• _Action item_
Reduce the material below to its lines containing "rotate".
Supplied information START
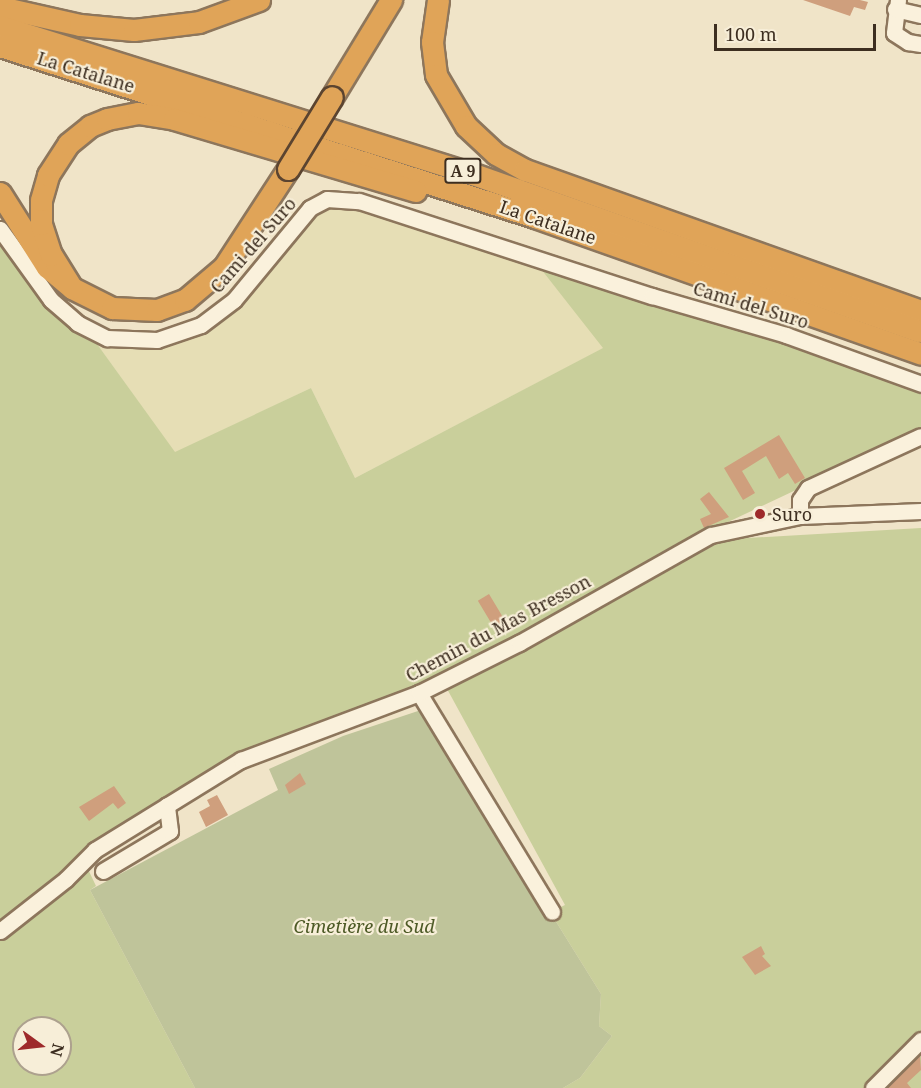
<!DOCTYPE html>
<meta charset="utf-8">
<style>
body{margin:0}
#map{position:relative;width:921px;height:1088px;overflow:hidden;background:#f0e4c8;font-family:"Noto Serif",serif}
div>[style]{position:absolute}
[style*='--x']{left:calc(var(--x)*1px);top:calc(var(--y)*1px);width:calc(var(--w)*1px);rotate:calc(var(--a)*1deg)}
.farmland>*{inset:0;background:#e6deb5}
.green>*{inset:0;background:#c9cf9b}
.cemetery>*{inset:0;background:#bfc49a}
.building>*{inset:0;background:#cf9f7d;transform-origin:0 0}
.roads{filter:drop-shadow(2px 0 #8d765c) drop-shadow(-2px 0 #8d765c) drop-shadow(0 2px #8d765c) drop-shadow(0 -2px #8d765c)}
.minor>*{height:15px;margin:-7.5px;padding:0 7.5px;transform-origin:7.5px;border-radius:7.5px;background:#faf1dc}
.highway>*{height:21px;margin:-10.5px;padding:0 10.5px;transform-origin:10.5px;border-radius:10.5px;background:#e0a458}
.bridges{filter:drop-shadow(2px 0 #5b4430) drop-shadow(-2px 0 #5b4430) drop-shadow(0 2px #5b4430) drop-shadow(0 -2px #5b4430)}
.highway-bridge>*{height:21px;margin:-10.5px;padding:0 10.5px;transform-origin:10.5px;border-radius:10.5px;background:#e0a458}
.dots>*{width:16px;height:16px;translate:-50% -50%;box-sizing:border-box;border:3px solid #f7eed8;border-radius:50%}
span{translate:-50% -50%;white-space:nowrap;text-align:center;line-height:1.15;-webkit-text-stroke:4.5px #f7eed8;paint-order:stroke}
.shield-label span{padding:2px 4px;background:#f7eed8;border:2px solid;border-radius:4px;-webkit-text-stroke-width:0}
.shield-label{font-size:16px;color:#3d2e20;font-weight:700}
.street-label{font-size:18px;color:#3d2e20}
.poi-label{font-size:18px;color:#3d2e20}
.left{translate:0 -50%;text-align:left}
.park-label{font-size:18px;color:#4d5a26;font-style:italic}
.north{position:absolute;left:12px;top:1016px;width:60px;height:60px;box-sizing:border-box;background:#f7eed8;border:2px solid #ada18e;border-radius:50%;rotate:105deg;font-size:16px;font-weight:700;line-height:24px;text-align:center;color:#3d2e20}
.north::after{content:'';display:block;margin:auto;width:21px;height:27px;background:#9e2a2b;clip-path:polygon(50% 0,100% 100%,50% 72%,0 100%)}
.scale{position:absolute;left:714px;top:24px;width:162px;height:27px;box-sizing:border-box;border:3px solid #3d2e20;border-top:0;padding-left:8px;font-size:18px;line-height:21px;white-space:nowrap;color:#3d2e20;-webkit-text-stroke:4px #f7eed8;paint-order:stroke}
</style>
<div id="map">
<div class="farmland">
<i style="clip-path:polygon(328px 204px,358px 205px,537px 264px,604px 348px,355px 478px,311px 388px,175px 453px,92px 337px,157px 345px,204px 329px,313px 212px)"></i>
</div>
<div class="green">
<i style="clip-path:polygon(0 237px,92px 337px,175px 452px,311px 388px,355px 478px,603px 348px,537px 264px,785px 340px,921px 390px,921px 431px,709px 531px,517px 639px,417px 688px,239px 756px,63px 876px,0 925px)"></i>
<i style="clip-path:polygon(921px 528px,921px 1088px,563px 1088px,580px 1078px,612px 1036px,599px 1026px,601px 994px,555px 920px,546px 914px,565px 905px,446px 687px,713px 540px)"></i>
<i style="clip-path:polygon(evenodd,86px 865px,96px 886px,90px 890px,195px 1088px,0 1088px,0 937px,86px 865px,24px 1028px,60px 1028px,60px 1064px,24px 1064px,24px 1028px)"></i>
</div>
<div class="cemetery">
<i style="clip-path:polygon(436px 705px,546px 914px,555px 920px,601px 994px,599px 1026px,612px 1036px,580px 1078px,563px 1088px,195px 1088px,90px 890px,278px 790px,269px 769px,343px 736px)"></i>
</div>
<div class="building">
<i style="clip-path:polygon(803px 0,860px 0,868px 2px,865px 10px,854px 7px,850px 16px)"></i>
<i style="clip-path:polygon(779px 435px,805px 478px,795px 484px,788px 473px,779px 479px,766px 456px,742px 471px,755px 493px,743px 500px,724px 468px)"></i>
<i style="clip-path:polygon(709px 492px,729px 517px,704px 528px,700px 519px,711px 514px,700px 499px)"></i>
<i style="left:489px;top:594px;width:37px;height:13px;rotate:59deg"></i>
<i style="clip-path:polygon(300px 773px,306px 784px,289px 794px,285px 785px)"></i>
<i style="clip-path:polygon(114px 786px,126px 803px,118px 809px,113px 803px,89px 821px,79px 807px)"></i>
<i style="clip-path:polygon(217px 795px,228px 815px,206px 827px,199px 812px,210px 806px,207px 800px)"></i>
<i style="clip-path:polygon(761px 946px,765px 954px,762px 956px,771px 966px,755px 975px,742px 957px)"></i>
<i style="clip-path:polygon(920px 1055px,921px 1070px,907px 1083px,911px 1088px,887px 1088px)"></i>
</div>
<div class="roads">
<div class="minor">
<i style="--x:898;--y:0;--w:33;--a:97"></i>
<i style="--x:894;--y:33;--w:17;--a:33"></i>
<i style="--x:908;--y:42;--w:13;--a:9"></i>
<i style="--x:895;--y:9;--w:27;--a:13"></i>
<i style="--x:0;--y:229;--w:87;--a:54.3"></i>
<i style="--x:51;--y:300;--w:35;--a:41"></i>
<i style="--x:77;--y:323;--w:34;--a:27"></i>
<i style="--x:107;--y:338;--w:50;--a:2.3"></i>
<i style="--x:157;--y:340;--w:46;--a:-18.8"></i>
<i style="--x:201;--y:325;--w:41;--a:-37.1"></i>
<i style="--x:234;--y:300;--w:119;--a:-50.4"></i>
<i style="--x:310;--y:208;--w:19;--a:-28"></i>
<i style="--x:327;--y:199;--w:32;--a:4"></i>
<i style="--x:359;--y:201;--w:308;--a:18"></i>
<i style="--x:652;--y:296;--w:140;--a:16.2"></i>
<i style="--x:786;--y:335;--w:144;--a:19.9"></i>
<i style="--x:800;--y:516;--w:16;--a:-90"></i>
<i style="--x:800;--y:500;--w:14;--a:-56"></i>
<i style="--x:808;--y:488;--w:124;--a:-24.7"></i>
<i style="--x:419;--y:693;--w:256;--a:58.7"></i>
<i style="--x:103;--y:871;--w:78;--a:-30.8"></i>
<i style="--x:170;--y:831;--w:26;--a:-97"></i>
<i style="--x:0;--y:931;--w:84;--a:-38.2"></i>
<i style="--x:66;--y:879;--w:41;--a:-45"></i>
<i style="--x:95;--y:850;--w:172;--a:-31.7"></i>
<i style="--x:241;--y:760;--w:190;--a:-20.6"></i>
<i style="--x:419;--y:693;--w:112;--a:-26.6"></i>
<i style="--x:519;--y:643;--w:220;--a:-29.4"></i>
<i style="--x:711;--y:535;--w:91;--a:-12.1"></i>
<i style="--x:800;--y:516;--w:121;--a:-2.4"></i>
<i style="--x:873;--y:1088;--w:68;--a:-45"></i>
</div>
<div class="highway">
<i style="--x:438;--y:0;--w:42;--a:98.1"></i>
<i style="--x:432;--y:42;--w:33;--a:83"></i>
<i style="--x:436;--y:75;--w:59;--a:59.5"></i>
<i style="--x:466;--y:126;--w:41;--a:43"></i>
<i style="--x:496;--y:154;--w:33;--a:29"></i>
<i style="--x:525;--y:170;--w:420;--a:19.6"></i>
<i style="--x:0;--y:7;--w:82;--a:12.7"></i>
<i style="--x:80;--y:25;--w:54;--a:5.3"></i>
<i style="--x:134;--y:30;--w:65;--a:-7"></i>
<i style="--x:199;--y:22;--w:64;--a:-20.1"></i>
<i style="--x:0;--y:26;--w:496;--a:17.4"></i>
<i style="--x:473;--y:174;--w:475;--a:19.4"></i>
<i style="--x:0;--y:46;--w:562;--a:17.73"></i>
<i style="--x:535;--y:217;--w:410;--a:19.5"></i>
<i style="--x:332;--y:97;--w:114;--a:-58.7"></i>
<i style="--x:0;--y:193;--w:88;--a:57.6"></i>
<i style="--x:47;--y:267;--w:33;--a:40"></i>
<i style="--x:72;--y:288;--w:45;--a:26.6"></i>
<i style="--x:112;--y:308;--w:45;--a:2.5"></i>
<i style="--x:157;--y:310;--w:30;--a:-20"></i>
<i style="--x:185;--y:300;--w:51;--a:-40.2"></i>
<i style="--x:224;--y:267;--w:117;--a:-56.9"></i>
<i style="--x:72;--y:288;--w:39;--a:-122"></i>
<i style="--x:51;--y:255;--w:33;--a:-108"></i>
<i style="--x:41;--y:224;--w:24;--a:-90"></i>
<i style="--x:41;--y:200;--w:26;--a:-74"></i>
<i style="--x:48;--y:175;--w:37;--a:-57"></i>
<i style="--x:68;--y:144;--w:28;--a:-39"></i>
<i style="--x:90;--y:126;--w:18;--a:-22"></i>
<i style="--x:107;--y:119;--w:32;--a:-11"></i>
<i style="--x:138;--y:113;--w:36;--a:9"></i>
<i style="--x:174;--y:119;--w:252;--a:16.6"></i>
</div>
</div>
<div class="bridges">
<div class="highway-bridge">
<i style="--x:288;--y:169;--w:84;--a:-58.6"></i>
</div>
</div>
<div class="dots">
<i style="left:760px;top:514px;background:#9e2a2b"></i>
</div>
<div class="shield-label">
<span style="left:463px;top:171px">A 9</span>
</div>
<div class="street-label">
<span style="left:86px;top:72px;rotate:17deg">La Catalane</span>
<span style="left:548px;top:222px;rotate:19deg">La Catalane</span>
<span style="left:253px;top:245px;rotate:-49deg">Cami del Suro</span>
<span style="left:751px;top:305px;rotate:17deg">Cami del Suro</span>
<span style="left:498px;top:628px;rotate:-28deg">Chemin du Mas Bresson</span>
</div>
<div class="poi-label">
<span class="left" style="left:772px;top:514px">Suro</span>
</div>
<div class="park-label">
<span style="left:364px;top:926px">Cimetière du Sud</span>
</div>
<div class="north">N</div>
<div class="scale">100 m</div>
</div>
Supplied information END
• _Result of this task_
[style*='--x']{left:calc(var(--x)*1px);top:calc(var(--y)*1px);width:calc(var(--w)*1px);rotate:calc(var(--a)*1deg)}
.north{position:absolute;left:12px;top:1016px;width:60px;height:60px;box-sizing:border-box;background:#f7eed8;border:2px solid #ada18e;border-radius:50%;rotate:105deg;font-size:16px;font-weight:700;line-height:24px;text-align:center;color:#3d2e20}
<i style="left:489px;top:594px;width:37px;height:13px;rotate:59deg"></i>
<span style="left:86px;top:72px;rotate:17deg">La Catalane</span>
<span style="left:548px;top:222px;rotate:19deg">La Catalane</span>
<span style="left:253px;top:245px;rotate:-49deg">Cami del Suro</span>
<span style="left:751px;top:305px;rotate:17deg">Cami del Suro</span>
<span style="left:498px;top:628px;rotate:-28deg">Chemin du Mas Bresson</span>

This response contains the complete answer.